Il y a des moments en politique où la forme trahit le fond. Et parfois, c’est précisément ce que l’on balaie d’un revers de main — « un détail risible » — qui révèle un vrai sujet.
La polémique autour de la vitrophanie du local de campagne de David Guiraud en est une parfaite illustration.
1. Le droit électoral n’est pas un accessoire de communication
Contrairement à ce que laisse entendre la réaction publiée, les règles d’affichage électoral ne sont ni floues, ni optionnelles, ni soumises à l’humeur du moment.
Elles existent pour une raison simple : garantir l’égalité entre les candidats et éviter que l’espace public ne soit confisqué par ceux qui disposent de plus de moyens, de visibilité ou d’audace juridique.
Afficher son visage en grand format sur une vitrine visible depuis la voie publique, en période pré-électorale, pose objectivement question.
Et quand bien même la jurisprudence laisserait place à l’interprétation — ce que le principal intéressé reconnaît à demi-mot — la prudence devrait être la règle, surtout pour un député en exercice.
2. “On a retiré l’affichage” : très bien… mais pourquoi l’avoir posé ?

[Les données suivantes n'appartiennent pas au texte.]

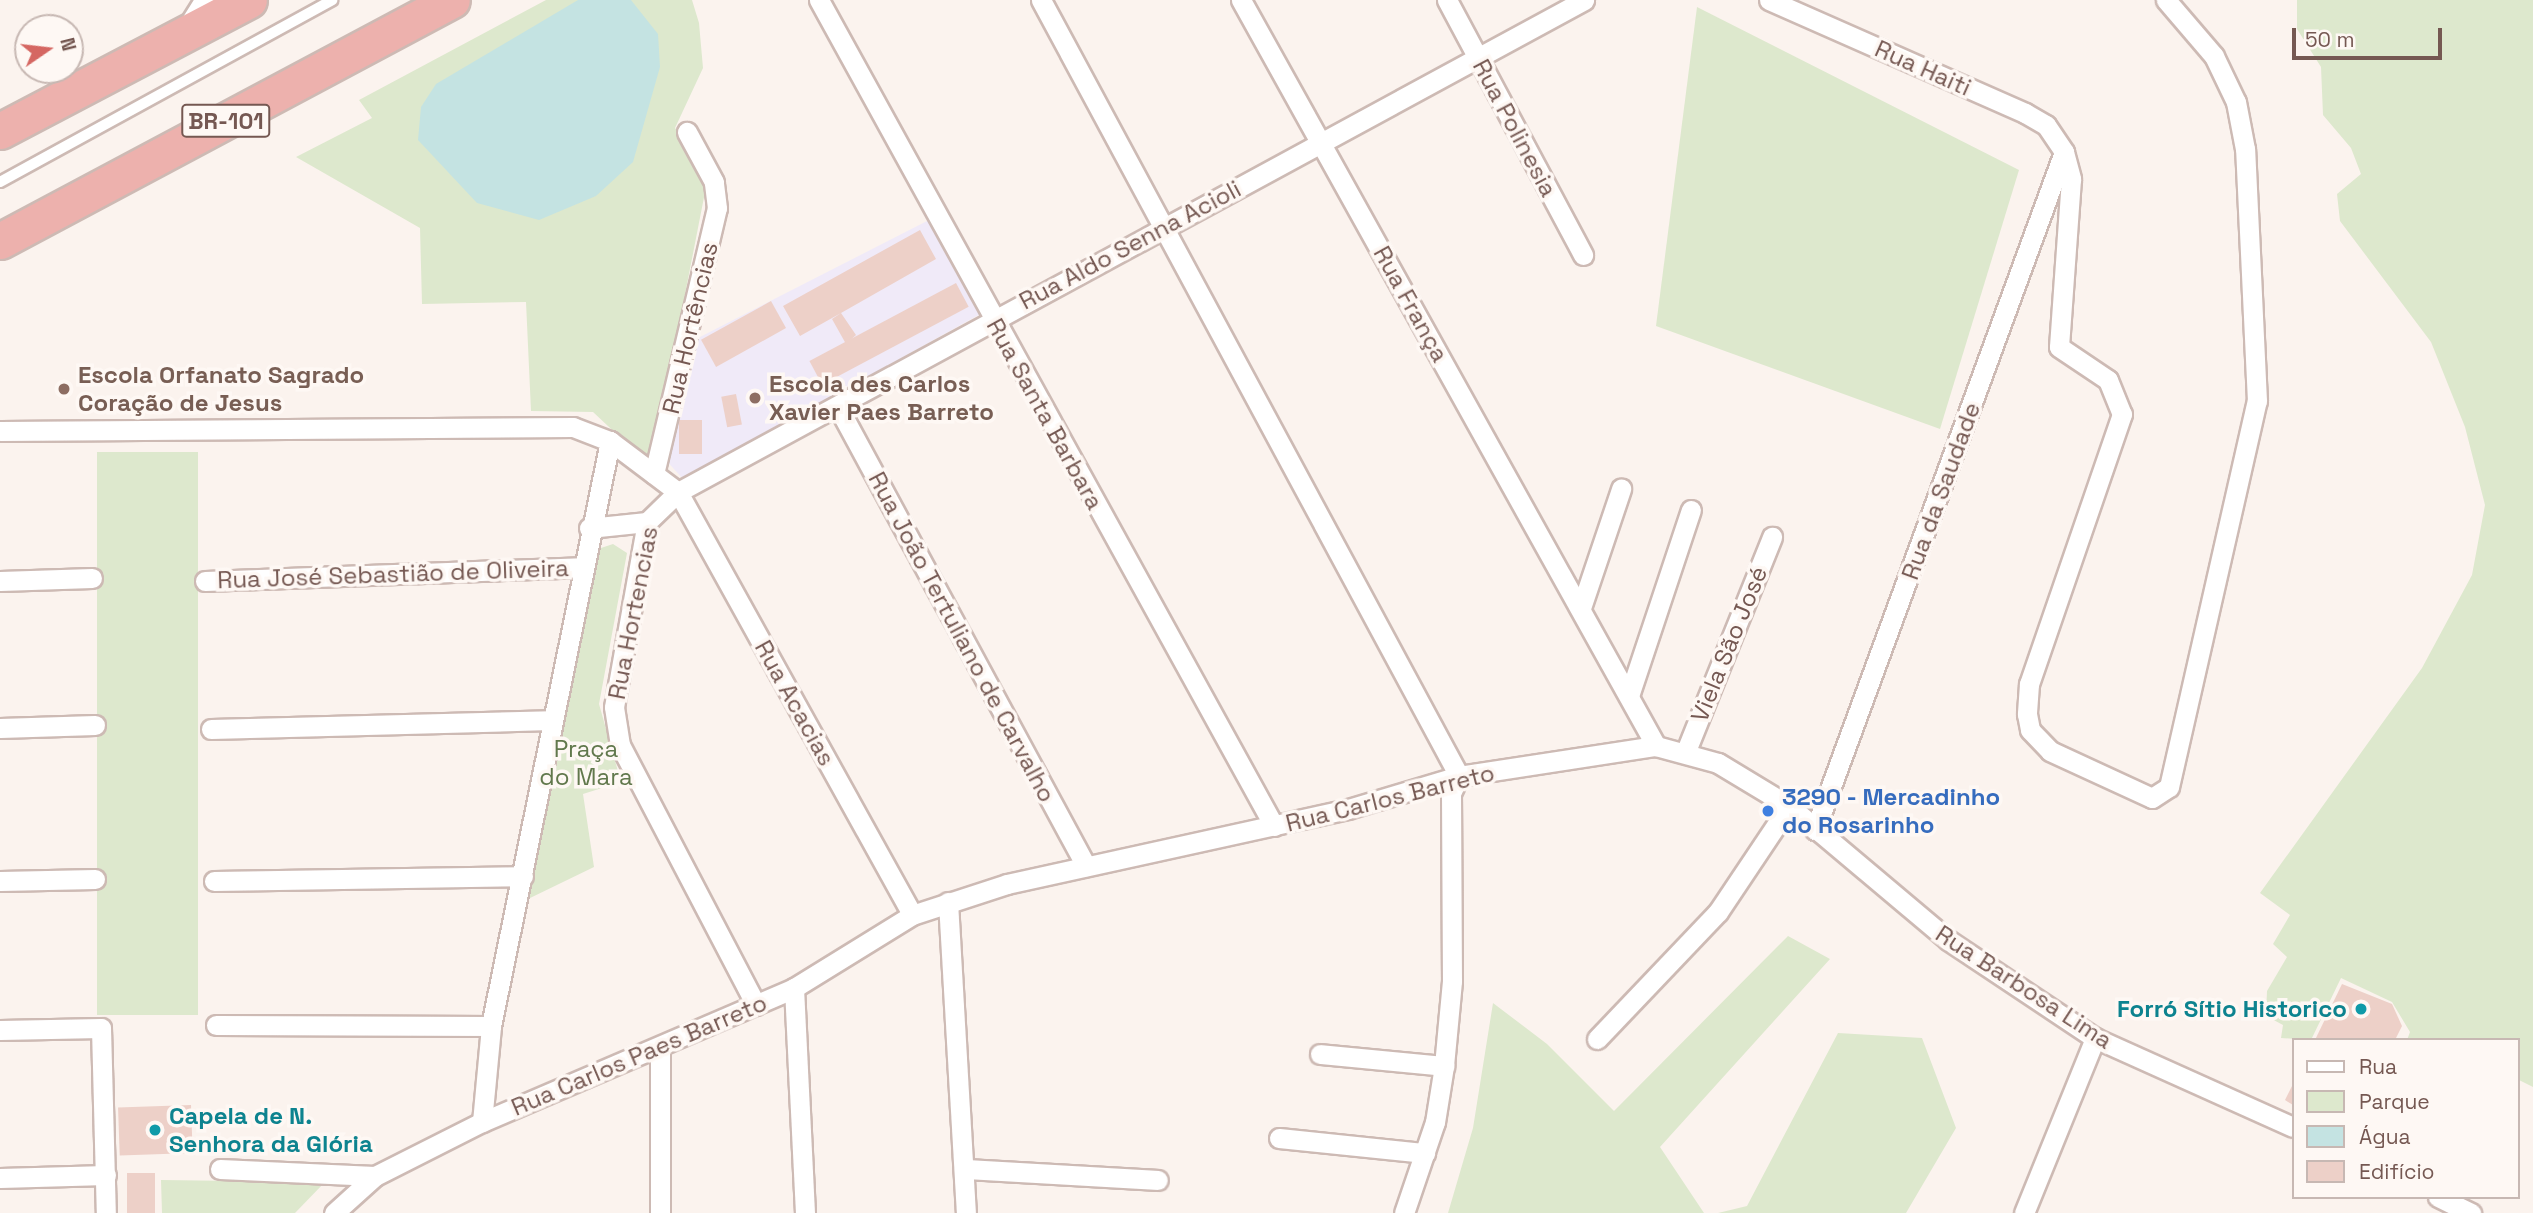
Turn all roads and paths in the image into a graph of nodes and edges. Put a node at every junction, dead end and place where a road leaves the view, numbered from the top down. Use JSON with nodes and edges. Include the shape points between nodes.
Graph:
{"nodes":[{"id":1,"x":204,"y":0,"type":"edge"},
{"id":2,"x":249,"y":0,"type":"edge"},
{"id":3,"x":333,"y":0,"type":"edge"},
{"id":4,"x":452,"y":0,"type":"edge"},
{"id":5,"x":820,"y":0,"type":"edge"},
{"id":6,"x":1041,"y":0,"type":"edge"},
{"id":7,"x":1241,"y":0,"type":"edge"},
{"id":8,"x":1447,"y":0,"type":"edge"},
{"id":9,"x":1584,"y":0,"type":"edge"},
{"id":10,"x":1769,"y":0,"type":"edge"},
{"id":11,"x":2166,"y":0,"type":"edge"},
{"id":12,"x":182,"y":36,"type":"junction"},
{"id":13,"x":1476,"y":56,"type":"junction"},
{"id":14,"x":0,"y":131,"type":"edge"},
{"id":15,"x":687,"y":132,"type":"dead end"},
{"id":16,"x":1321,"y":142,"type":"junction"},
{"id":17,"x":2064,"y":152,"type":"junction"},
{"id":18,"x":0,"y":183,"type":"edge"},
{"id":19,"x":1161,"y":231,"type":"junction"},
{"id":20,"x":0,"y":240,"type":"edge"},
{"id":21,"x":1583,"y":255,"type":"dead end"},
{"id":22,"x":992,"y":318,"type":"junction"},
{"id":23,"x":838,"y":407,"type":"junction"},
{"id":24,"x":0,"y":431,"type":"edge"},
{"id":25,"x":610,"y":441,"type":"junction"},
{"id":26,"x":654,"y":474,"type":"junction"},
{"id":27,"x":1621,"y":489,"type":"dead end"},
{"id":28,"x":678,"y":492,"type":"junction"},
{"id":29,"x":1691,"y":510,"type":"dead end"},
{"id":30,"x":646,"y":522,"type":"junction"},
{"id":31,"x":589,"y":528,"type":"junction"},
{"id":32,"x":1772,"y":537,"type":"dead end"},
{"id":33,"x":581,"y":567,"type":"junction"},
{"id":34,"x":92,"y":578,"type":"dead end"},
{"id":35,"x":0,"y":580,"type":"edge"},
{"id":36,"x":205,"y":581,"type":"dead end"},
{"id":37,"x":1581,"y":608,"type":"junction"},
{"id":38,"x":1629,"y":696,"type":"junction"},
{"id":39,"x":550,"y":720,"type":"junction"},
{"id":40,"x":95,"y":724,"type":"dead end"},
{"id":41,"x":0,"y":728,"type":"edge"},
{"id":42,"x":211,"y":729,"type":"dead end"},
{"id":43,"x":1656,"y":746,"type":"junction"},
{"id":44,"x":1686,"y":751,"type":"junction"},
{"id":45,"x":1459,"y":776,"type":"junction"},
{"id":46,"x":1789,"y":806,"type":"junction"},
{"id":47,"x":1274,"y":826,"type":"junction"},
{"id":48,"x":1815,"y":830,"type":"junction"},
{"id":49,"x":1086,"y":866,"type":"junction"},
{"id":50,"x":523,"y":876,"type":"junction"},
{"id":51,"x":95,"y":879,"type":"dead end"},
{"id":52,"x":0,"y":881,"type":"edge"},
{"id":53,"x":214,"y":881,"type":"dead end"},
{"id":54,"x":948,"y":902,"type":"junction"},
{"id":55,"x":912,"y":915,"type":"junction"},
{"id":56,"x":794,"y":988,"type":"junction"},
{"id":57,"x":756,"y":1005,"type":"junction"},
{"id":58,"x":216,"y":1025,"type":"dead end"},
{"id":59,"x":491,"y":1026,"type":"junction"},
{"id":60,"x":0,"y":1030,"type":"edge"},
{"id":61,"x":2095,"y":1038,"type":"junction"},
{"id":62,"x":1597,"y":1039,"type":"dead end"},
{"id":63,"x":660,"y":1047,"type":"junction"},
{"id":64,"x":1320,"y":1054,"type":"dead end"},
{"id":65,"x":1444,"y":1066,"type":"junction"},
{"id":66,"x":481,"y":1122,"type":"junction"},
{"id":67,"x":2292,"y":1127,"type":"edge"},
{"id":68,"x":1279,"y":1138,"type":"dead end"},
{"id":69,"x":1425,"y":1153,"type":"junction"},
{"id":70,"x":967,"y":1168,"type":"junction"},
{"id":71,"x":220,"y":1169,"type":"dead end"},
{"id":72,"x":106,"y":1175,"type":"junction"},
{"id":73,"x":374,"y":1176,"type":"junction"},
{"id":74,"x":0,"y":1178,"type":"edge"},
{"id":75,"x":1158,"y":1180,"type":"dead end"},
{"id":76,"x":2442,"y":1199,"type":"edge"},
{"id":77,"x":106,"y":1213,"type":"edge"},
{"id":78,"x":334,"y":1213,"type":"edge"},
{"id":79,"x":660,"y":1213,"type":"edge"},
{"id":80,"x":806,"y":1213,"type":"edge"},
{"id":81,"x":966,"y":1213,"type":"edge"},
{"id":82,"x":1405,"y":1213,"type":"edge"},
{"id":83,"x":2024,"y":1213,"type":"edge"},
{"id":84,"x":2471,"y":1213,"type":"edge"}],
"edges":[{"from":1,"to":12,"type":"street"},
{"from":2,"to":12,"type":"highway"},
{"from":3,"to":18,"type":"lane"},
{"from":4,"to":20,"type":"highway","number":"BR-101"},
{"from":5,"to":22,"type":"street","name":"Rua Santa Barbara"},
{"from":6,"to":19,"type":"street"},
{"from":7,"to":16,"type":"street","name":"Rua França"},
{"from":8,"to":13,"type":"street","name":"Rua Polinesia"},
{"from":9,"to":13,"type":"street","name":"Rua Aldo Senna Acioli"},
{"from":10,"to":17,"type":"street","name":"Rua Haiti","via":[[2025,114],[2046,125]]},
{"from":11,"to":17,"type":"street","via":[[2214,56],[2236,102],[2245,149],[2257,401],[2169,787],[2152,798],[2050,751],[2030,730],[2027,714],[2029,684],[2122,414],[2108,380],[2059,347],[2071,179]]},
{"from":12,"to":14,"type":"highway"},
{"from":13,"to":16,"type":"street","name":"Rua Aldo Senna Acioli"},
{"from":13,"to":21,"type":"street","name":"Rua Polinesia"},
{"from":15,"to":26,"type":"street","name":"Rua Hortências","via":[[714,182],[717,208]]},
{"from":16,"to":19,"type":"street","name":"Rua Aldo Senna Acioli"},
{"from":16,"to":37,"type":"street","name":"Rua França"},
{"from":17,"to":48,"type":"street","name":"Rua da Saudade"},
{"from":19,"to":22,"type":"street","name":"Rua Aldo Senna Acioli"},
{"from":19,"to":45,"type":"street"},
{"from":22,"to":23,"type":"street","name":"Rua Aldo Senna Acioli"},
{"from":22,"to":47,"type":"street","name":"Rua Santa Barbara"},
{"from":23,"to":28,"type":"street","name":"Rua Aldo Senna Acioli"},
{"from":23,"to":49,"type":"street","name":"Rua João Tertuliano de Carvalho"},
{"from":24,"to":25,"type":"street","via":[[573,427]]},
{"from":25,"to":26,"type":"street"},
{"from":25,"to":31,"type":"street"},
{"from":26,"to":28,"type":"street"},
{"from":27,"to":37,"type":"street"},
{"from":28,"to":30,"type":"street","name":"Rua Hortencias"},
{"from":28,"to":55,"type":"street","name":"Rua Acacias"},
{"from":29,"to":38,"type":"street"},
{"from":30,"to":31,"type":"street"},
{"from":30,"to":57,"type":"street","name":"Rua Hortencias","via":[[614,708],[620,745]]},
{"from":31,"to":33,"type":"street"},
{"from":32,"to":44,"type":"street","name":"Viela São José"},
{"from":33,"to":36,"type":"street","name":"Rua José Sebastião de Oliveira"},
{"from":33,"to":39,"type":"street"},
{"from":34,"to":35,"type":"street"},
{"from":37,"to":38,"type":"street","name":"Rua França"},
{"from":38,"to":43,"type":"street","name":"Rua França"},
{"from":39,"to":42,"type":"street"},
{"from":39,"to":50,"type":"street"},
{"from":40,"to":41,"type":"street"},
{"from":43,"to":44,"type":"street","name":"Rua Carlos Barreto"},
{"from":43,"to":45,"type":"street","name":"Rua Carlos Barreto"},
{"from":44,"to":46,"type":"street","name":"Rua Carlos Barreto"},
{"from":45,"to":47,"type":"street","name":"Rua Carlos Barreto"},
{"from":45,"to":65,"type":"street","via":[[1451,793],[1452,981]]},
{"from":46,"to":48,"type":"street","name":"Rua Carlos Barreto"},
{"from":46,"to":62,"type":"street","via":[[1718,912]]},
{"from":47,"to":49,"type":"street","name":"Rua Carlos Barreto"},
{"from":48,"to":61,"type":"street","name":"Rua Barbosa Lima","via":[[1948,940]]},
{"from":49,"to":54,"type":"street","name":"Rua Carlos Barreto"},
{"from":50,"to":53,"type":"street"},
{"from":50,"to":59,"type":"street"},
{"from":51,"to":52,"type":"street"},
{"from":54,"to":55,"type":"street","name":"Rua Carlos Paes Barreto"},
{"from":54,"to":70,"type":"street"},
{"from":55,"to":56,"type":"street","name":"Rua Carlos Paes Barreto"},
{"from":56,"to":57,"type":"street","name":"Rua Carlos Paes Barreto"},
{"from":56,"to":80,"type":"street"},
{"from":57,"to":63,"type":"street","name":"Rua Carlos Paes Barreto"},
{"from":58,"to":59,"type":"street"},
{"from":59,"to":66,"type":"street"},
{"from":60,"to":72,"type":"street","via":[[101,1028]]},
{"from":61,"to":67,"type":"street","name":"Rua Barbosa Lima"},
{"from":61,"to":83,"type":"street"},
{"from":63,"to":66,"type":"street","name":"Rua Carlos Paes Barreto"},
{"from":63,"to":79,"type":"street"},
{"from":64,"to":65,"type":"street"},
{"from":65,"to":69,"type":"street"},
{"from":66,"to":73,"type":"street","name":"Rua Carlos Paes Barreto"},
{"from":68,"to":69,"type":"street"},
{"from":69,"to":82,"type":"street"},
{"from":70,"to":75,"type":"street"},
{"from":70,"to":81,"type":"street"},
{"from":71,"to":73,"type":"street"},
{"from":72,"to":74,"type":"street"},
{"from":72,"to":77,"type":"street"},
{"from":73,"to":78,"type":"street","name":"Rua Carlos Paes Barreto"},
{"from":76,"to":84,"type":"street"}]}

L’argument central consiste à dire :
« Nous étions déjà en train de la retirer par précaution. »
Parfait.
Mais la vraie question est ailleurs : pourquoi l’avoir installée sans cette précaution initiale ?
Lorsqu’on revendique une exemplarité politique, lorsqu’on passe 1h30 en meeting à expliquer le programme municipal, lorsqu’on se présente comme le camp du sérieux et du respect des règles, on anticipe les problèmes de conformité. On ne les corrige pas après coup, une fois l’article publié.
3. Détourner le débat : une stratégie bien connue
Plutôt que de répondre sur le fond, la réaction préfère :
- ironiser sur l’article de La Voix du Nord,
- moquer les “autres candidats qui dormiraient”,
- invoquer un hommage rendu par d’autres élus à une personnalité condamnée — hors sujet total.
C’est une méthode classique : déplacer le débat pour éviter la question initiale.
Or, personne ne conteste ici l’existence d’un programme, de livrets ou de réunions publiques. Ce n’est pas le sujet.
Le sujet, c’est le respect des règles communes, même — et surtout — quand elles semblent contraignantes.
4. Le vrai problème : la banalisation de l’exception
Ce qui est inquiétant, ce n’est pas une vitrophanie en soi.
C’est l’idée qu’un élu national puisse considérer que le droit électoral devient secondaire dès lors qu’il gêne la narration de campagne.
À force de présenter les règles comme des détails risibles, on installe une logique dangereuse :
celle où la conformité devient une variable d’ajustement, et non un socle.
5. Une campagne inventive commence par être irréprochable
Souhaiter une campagne “plus inventive” à ses opposants est une formule élégante.
Encore faut-il commencer par montrer que l’on peut être inventif sans être approximatif, visible sans être borderline, offensif sans être hors cadre.
À Roubaix comme ailleurs, les électeurs n’attendent pas seulement des discours.
Ils attendent de la cohérence entre les principes affichés… et les pratiques concrètes.
Et en politique, contrairement à ce que certains semblent penser, le respect des règles n’est jamais un détail.